The Federal Aviation Administration is preparing rules to let drone aircraft fly in the same air space as manned aircraft. But meantime, drones can still fly at lower elevations. And one state representative wants to make sure police in Tennessee don’t use drones for illegal spying.
If a cop were on board, Rep. Vance Dennis says flying over someone’s house with a camera could constitute an illegal search.
“There are currently limitations placed on manned aircraft, where you can use them in law enforcement, how you can use them. You can’t just hover say a helicopter, 50 feet over somebody’s back yard and just look around to see if you see some kind of something going on there.”
Dennis says besides a question of legal warrants, there are privacy issues in the mix.
The Savannah Republican’s wants to draft rules, but he’s put the effort on hold until next year so he can confer with law enforcement. Still, he says he’d rather be proactive than wait and let courts set boundaries for drones.
Metro police say they have at least one drone, a mini-helicopter using line-of-sight radio control. It’s purpose, they say, is not for spying, but when using a helicopter or officer might be at risk of taking a bullet.
Dennis says any regulations are likely to be based partly on altitude.
“The courts have determined that just flying around in the airspace, over property, as long as you’re high enough, as long as your not getting down low enough to be effectuating a search, than that’s OK.”
The bill, HB 3321 Dennis/ SB 3047 Kelsey, is left sitting in the hangar for this session after police asked for a study period. But Dennis says Tennessee shouldn’t wait long.
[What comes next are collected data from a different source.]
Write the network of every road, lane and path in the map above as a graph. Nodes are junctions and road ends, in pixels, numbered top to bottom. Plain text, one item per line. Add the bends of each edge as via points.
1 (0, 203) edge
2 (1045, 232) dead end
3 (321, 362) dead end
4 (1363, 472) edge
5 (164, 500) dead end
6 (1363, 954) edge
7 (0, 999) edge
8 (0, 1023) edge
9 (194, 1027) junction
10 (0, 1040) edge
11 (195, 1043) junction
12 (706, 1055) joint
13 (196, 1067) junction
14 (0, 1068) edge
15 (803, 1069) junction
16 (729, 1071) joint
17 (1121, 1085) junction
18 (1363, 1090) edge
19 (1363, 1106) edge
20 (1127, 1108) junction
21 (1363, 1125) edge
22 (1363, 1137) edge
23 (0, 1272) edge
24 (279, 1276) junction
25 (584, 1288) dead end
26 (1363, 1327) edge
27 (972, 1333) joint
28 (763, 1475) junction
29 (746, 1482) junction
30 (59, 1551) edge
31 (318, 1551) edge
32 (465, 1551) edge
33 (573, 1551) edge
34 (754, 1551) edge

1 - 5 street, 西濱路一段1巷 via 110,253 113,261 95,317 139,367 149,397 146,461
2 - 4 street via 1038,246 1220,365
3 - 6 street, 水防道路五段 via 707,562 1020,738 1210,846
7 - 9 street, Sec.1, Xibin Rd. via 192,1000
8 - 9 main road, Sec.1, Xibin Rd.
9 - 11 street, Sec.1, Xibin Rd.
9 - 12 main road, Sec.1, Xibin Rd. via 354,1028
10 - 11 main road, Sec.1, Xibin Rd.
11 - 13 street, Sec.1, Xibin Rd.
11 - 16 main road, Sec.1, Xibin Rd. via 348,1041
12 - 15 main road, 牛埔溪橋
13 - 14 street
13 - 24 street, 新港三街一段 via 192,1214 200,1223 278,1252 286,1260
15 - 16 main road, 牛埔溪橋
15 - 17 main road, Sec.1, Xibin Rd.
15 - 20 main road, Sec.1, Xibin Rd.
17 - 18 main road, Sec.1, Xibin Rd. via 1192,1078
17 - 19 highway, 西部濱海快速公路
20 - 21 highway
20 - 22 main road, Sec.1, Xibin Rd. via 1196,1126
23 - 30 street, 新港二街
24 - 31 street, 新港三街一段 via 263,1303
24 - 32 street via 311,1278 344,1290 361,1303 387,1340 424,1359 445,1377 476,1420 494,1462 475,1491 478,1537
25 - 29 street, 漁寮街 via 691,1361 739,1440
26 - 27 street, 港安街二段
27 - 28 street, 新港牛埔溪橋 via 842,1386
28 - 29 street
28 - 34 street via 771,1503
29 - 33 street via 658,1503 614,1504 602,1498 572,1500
“It’s new technology. Rules are not in place. We can sit around and wait. We can wait years or decades, until it becomes commonplace and the court has the opportunity to figure out where that balance is, with the use of those. Should it be used in the same manner as normal aircraft, or something different? Or we can go ahead and pro-actively address the issue and try to put those guidelines in place. That’s what the bill’s attempting to do.”
Legislative legal staff summarized the original bill, the first crack at the problem:
1. This bill prohibits law enforcement agencies from employing the use of an unmanned aerial vehicle, unmanned aircraft system, remotely piloted aircraft, unmanned aircraft or similar structure:
(1) While that structure is equipped with a recording device that transfers recorded or live feed to the law enforcement agency; and
(2) While the law enforcement agency is using the structure to conduct surveillance over property.
2. This bill would not apply where the law enforcement agency:
(1) Has a warrant for the property;
(2) Is attempting to locate a missing person or child; or
(3) Is authorized by federal law to do so.
The FAA rules on drones are supposed to take effect within three years.
In a March story on NPR’s Fresh Air, Brookings Institution Fellow John Villasenor talked about uses that drones could be put to in the near future – scouting real estate, spotting wildfire, and even – he said – by paparazzi over-flying celebrities’ homes.
It’s not the first example of new technology forcing a look at proper search and privacy issues – Villasenor cites a 2001 case in which the Supreme Court ruled that a look-through-the-walls thermal imager was a search that should have required a warrant.